## TASK
Quote all of the data that follows exactly as written, skipping the images.

## MATERIAL SUPPLIED
━━━━

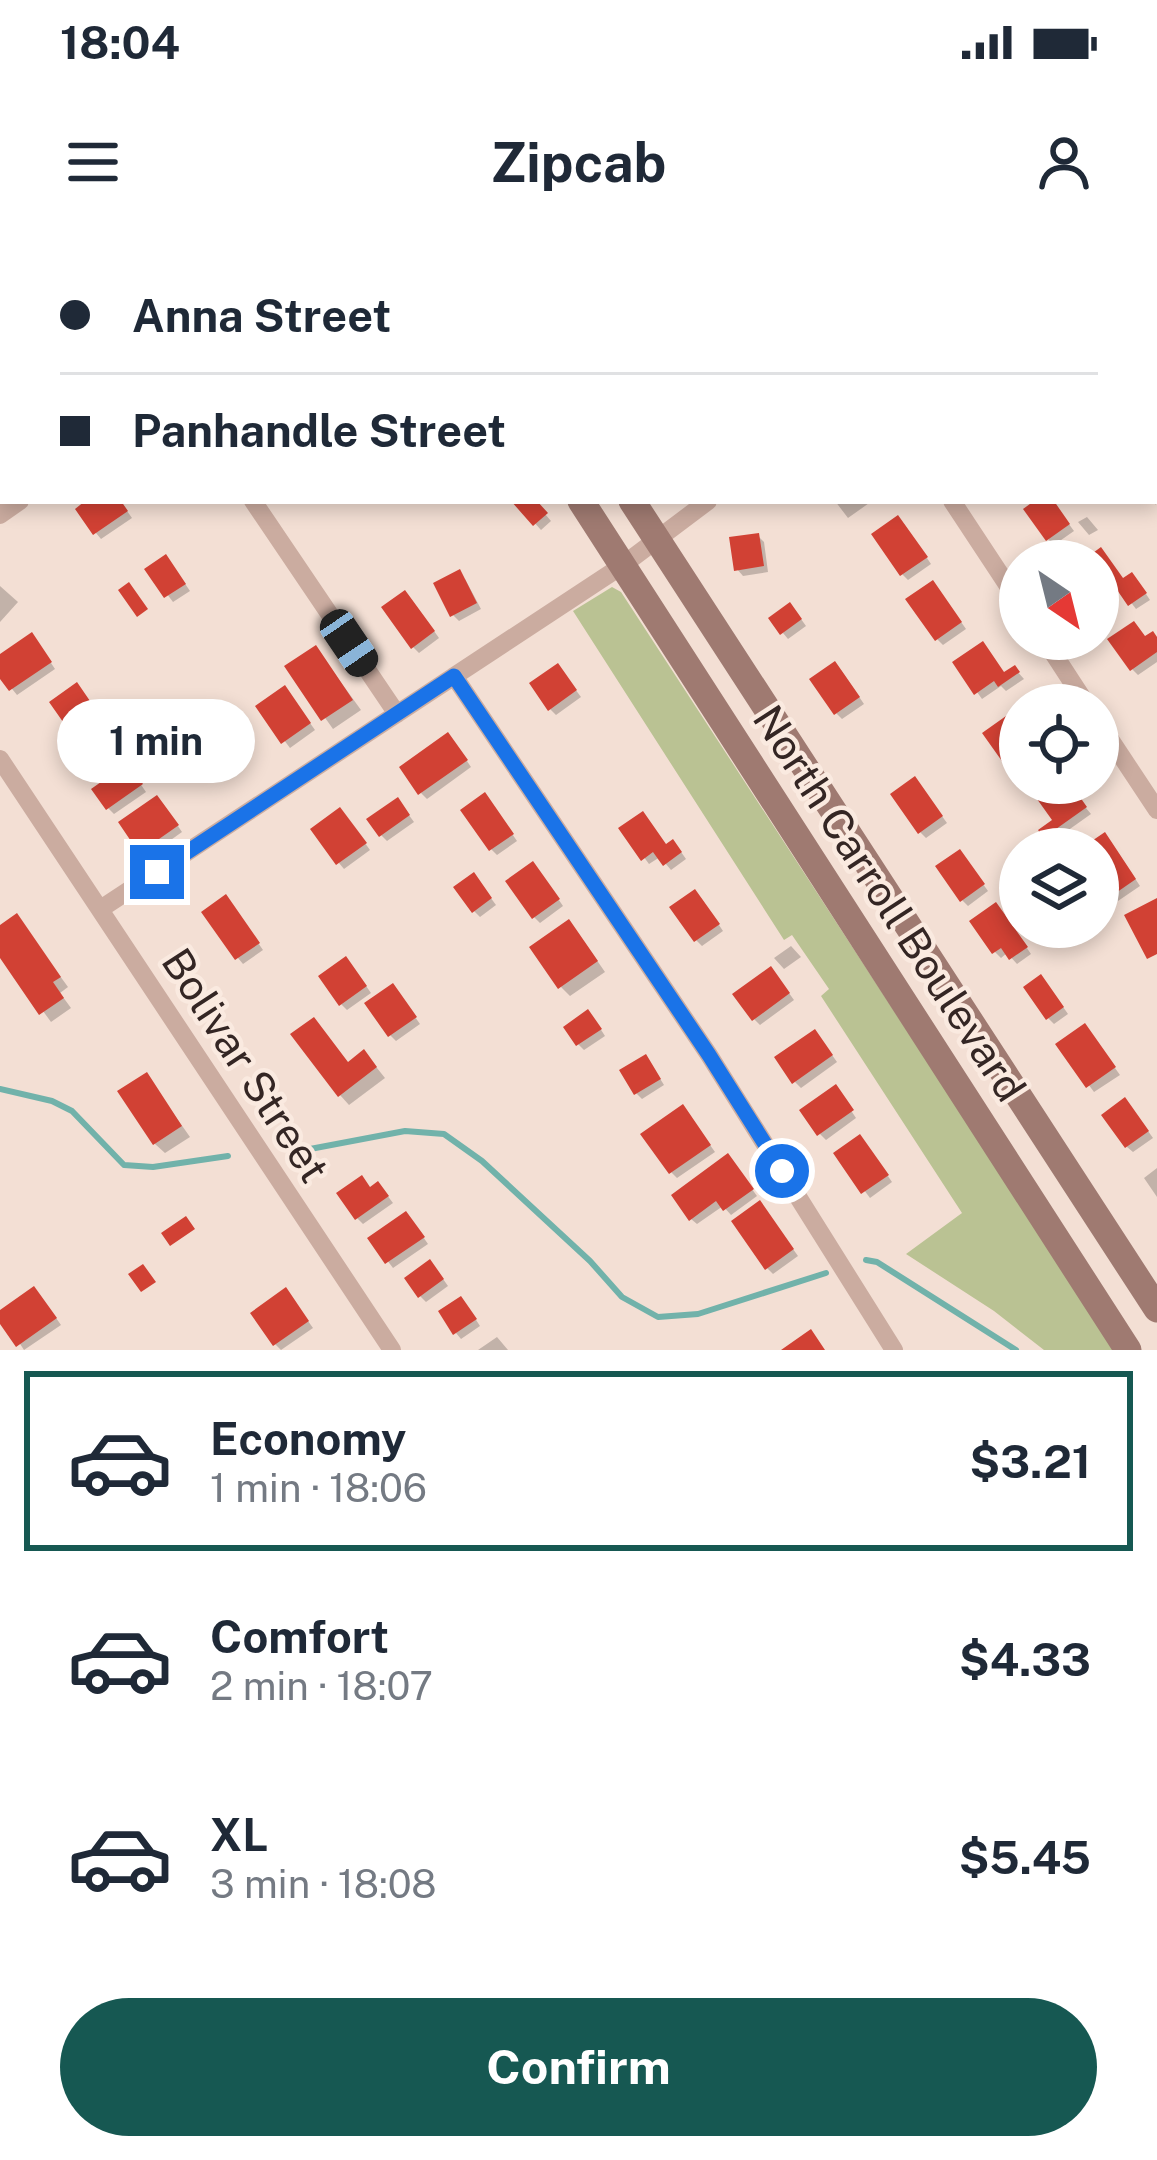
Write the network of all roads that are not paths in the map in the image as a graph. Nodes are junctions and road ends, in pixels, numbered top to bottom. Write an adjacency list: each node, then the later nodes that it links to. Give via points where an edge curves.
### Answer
1 (255, 504): 10 (street)
2 (583, 504): 7 (main road, North Carroll Boulevard)
3 (634, 504): 6 (main road, North Carroll Boulevard)
4 (704, 504): 6 (street)
5 (954, 504): 8 (street)
6 (658, 540): 7 (street); 15 (main road, North Carroll Boulevard)
7 (623, 565): 9 (street); 18 (main road, North Carroll Boulevard)
8 (999, 572)
9 (454, 676): 10 (street); 17 (street, via 709,1055)
10 (397, 714): 14 (street)
11 (1119, 753): 13 (street)
12 (0, 759): 14 (street, Bolivar Street)
13 (1157, 810)
14 (102, 908): 16 (street, Bolivar Street)
15 (1157, 1309)
16 (392, 1350)
17 (894, 1350)
18 (1128, 1350)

━━━━

## EXERCISE RESPONSE
Write the network of all roads that are not paths in the map in the image as a graph. Nodes are junctions and road ends, in pixels, numbered top to bottom. Write an adjacency list: each node, then the later nodes that it links to. Give via points where an edge curves.
### Answer
1 (255, 504): 10 (street)
2 (583, 504): 7 (main road, North Carroll Boulevard)
3 (634, 504): 6 (main road, North Carroll Boulevard)
4 (704, 504): 6 (street)
5 (954, 504): 8 (street)
6 (658, 540): 7 (street); 15 (main road, North Carroll Boulevard)
7 (623, 565): 9 (street); 18 (main road, North Carroll Boulevard)
8 (999, 572)
9 (454, 676): 10 (street); 17 (street, via 709,1055)
10 (397, 714): 14 (street)
11 (1119, 753): 13 (street)
12 (0, 759): 14 (street, Bolivar Street)
13 (1157, 810)
14 (102, 908): 16 (street, Bolivar Street)
15 (1157, 1309)
16 (392, 1350)
17 (894, 1350)
18 (1128, 1350)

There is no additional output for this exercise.